Obligatory: I'm anti-AI, mostly anti-technology
That said, I can't say that I mind LLMs using copyrighted materials that it accesses legally/appropriately (lots of copyrighted content may be freely available to some extent, like news articles or song lyrics)
I'm open to arguments correcting me. I'd prefer to have another reason to be against this technology, not arguing on the side of frauds like Sam Altman. Here's my take:
All content created by humans follows consumption of other content. If I read lots of Vonnegut, I should be able to churn out prose that roughly (or precisely) includes his idiosyncrasies as a writer. We read more than one author; we read dozens or hundreds over our lifetimes. Likewise musicians, film directors, etc etc.
If an LLM consumes the same copyrighted content and learns how to copy its various characteristics, how is it meaningfully different from me doing it and becoming a successful writer?

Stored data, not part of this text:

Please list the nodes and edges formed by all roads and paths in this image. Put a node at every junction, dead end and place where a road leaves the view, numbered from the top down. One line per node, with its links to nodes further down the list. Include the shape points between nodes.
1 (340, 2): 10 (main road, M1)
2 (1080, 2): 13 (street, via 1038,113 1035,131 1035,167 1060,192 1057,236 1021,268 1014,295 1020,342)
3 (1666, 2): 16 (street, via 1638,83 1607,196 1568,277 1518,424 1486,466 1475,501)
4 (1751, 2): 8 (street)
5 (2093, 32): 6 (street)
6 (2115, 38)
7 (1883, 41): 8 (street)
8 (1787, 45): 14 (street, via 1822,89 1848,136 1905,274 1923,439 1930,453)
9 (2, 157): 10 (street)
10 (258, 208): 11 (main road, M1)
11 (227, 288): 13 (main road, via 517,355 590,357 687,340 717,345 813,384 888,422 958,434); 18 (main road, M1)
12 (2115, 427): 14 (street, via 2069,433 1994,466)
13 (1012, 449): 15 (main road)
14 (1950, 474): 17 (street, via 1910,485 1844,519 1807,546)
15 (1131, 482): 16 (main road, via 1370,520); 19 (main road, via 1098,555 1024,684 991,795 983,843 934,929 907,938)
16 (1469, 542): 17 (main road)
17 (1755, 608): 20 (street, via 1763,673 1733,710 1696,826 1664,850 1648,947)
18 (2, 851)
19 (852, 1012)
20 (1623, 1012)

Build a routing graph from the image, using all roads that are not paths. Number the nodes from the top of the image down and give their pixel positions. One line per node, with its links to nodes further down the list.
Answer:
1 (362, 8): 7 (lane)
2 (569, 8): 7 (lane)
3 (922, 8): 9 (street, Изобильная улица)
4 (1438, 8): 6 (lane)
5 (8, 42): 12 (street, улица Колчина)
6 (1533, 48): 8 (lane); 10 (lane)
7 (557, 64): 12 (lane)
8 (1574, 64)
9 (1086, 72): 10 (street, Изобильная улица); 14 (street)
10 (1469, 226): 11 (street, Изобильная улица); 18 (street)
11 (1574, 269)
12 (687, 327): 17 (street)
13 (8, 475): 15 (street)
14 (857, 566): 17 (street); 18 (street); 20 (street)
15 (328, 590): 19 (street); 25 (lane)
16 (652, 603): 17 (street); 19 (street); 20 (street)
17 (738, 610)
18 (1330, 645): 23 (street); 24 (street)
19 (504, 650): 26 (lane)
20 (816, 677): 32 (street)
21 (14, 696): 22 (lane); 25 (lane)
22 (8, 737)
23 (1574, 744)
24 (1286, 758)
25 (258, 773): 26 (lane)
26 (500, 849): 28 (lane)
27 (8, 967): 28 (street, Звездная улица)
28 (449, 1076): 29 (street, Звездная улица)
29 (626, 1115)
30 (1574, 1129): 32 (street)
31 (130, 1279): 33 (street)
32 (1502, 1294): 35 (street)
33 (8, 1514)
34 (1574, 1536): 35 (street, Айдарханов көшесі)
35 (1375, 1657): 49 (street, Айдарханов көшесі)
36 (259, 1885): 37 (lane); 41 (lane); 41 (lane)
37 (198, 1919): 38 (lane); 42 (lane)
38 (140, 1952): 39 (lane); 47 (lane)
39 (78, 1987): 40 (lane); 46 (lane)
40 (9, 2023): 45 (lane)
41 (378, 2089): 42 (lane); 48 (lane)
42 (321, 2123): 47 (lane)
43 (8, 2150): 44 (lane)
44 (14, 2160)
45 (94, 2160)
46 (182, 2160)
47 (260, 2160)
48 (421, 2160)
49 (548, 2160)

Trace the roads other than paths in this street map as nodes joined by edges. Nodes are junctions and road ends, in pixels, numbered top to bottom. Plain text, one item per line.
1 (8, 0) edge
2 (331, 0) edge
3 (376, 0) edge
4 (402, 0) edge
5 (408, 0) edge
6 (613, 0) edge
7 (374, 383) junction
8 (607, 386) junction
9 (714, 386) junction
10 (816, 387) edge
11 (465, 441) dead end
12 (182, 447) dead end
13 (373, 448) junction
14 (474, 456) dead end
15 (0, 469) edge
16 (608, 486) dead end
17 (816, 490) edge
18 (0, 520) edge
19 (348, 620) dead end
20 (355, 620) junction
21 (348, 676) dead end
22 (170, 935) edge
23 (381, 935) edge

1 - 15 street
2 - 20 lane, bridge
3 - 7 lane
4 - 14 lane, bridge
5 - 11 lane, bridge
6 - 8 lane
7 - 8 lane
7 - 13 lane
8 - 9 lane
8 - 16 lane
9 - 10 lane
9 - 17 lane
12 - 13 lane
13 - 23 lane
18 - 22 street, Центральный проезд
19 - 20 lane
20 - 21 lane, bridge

Except the reason Altman is so upset has nothing to do with this very valid discussion.
As I commented elsewhere:
Fuck Sam Altmann, the fartsniffer who convinced himself & a few other dumb people that his company really has the leverage to make such demands.
He doesn't care about democracy, he's just scared because a chinese company offers what his company offers, but for a fraction of the price/resources.
He's scared for his government money and basically begging for one more handout “to save democracy”.
Yes, I’ve been listening to Ed Zitron.
Right. The problem is not the fact it consumes the information, the problem is if the user uses it to violate copyright. It’s just a tool after all.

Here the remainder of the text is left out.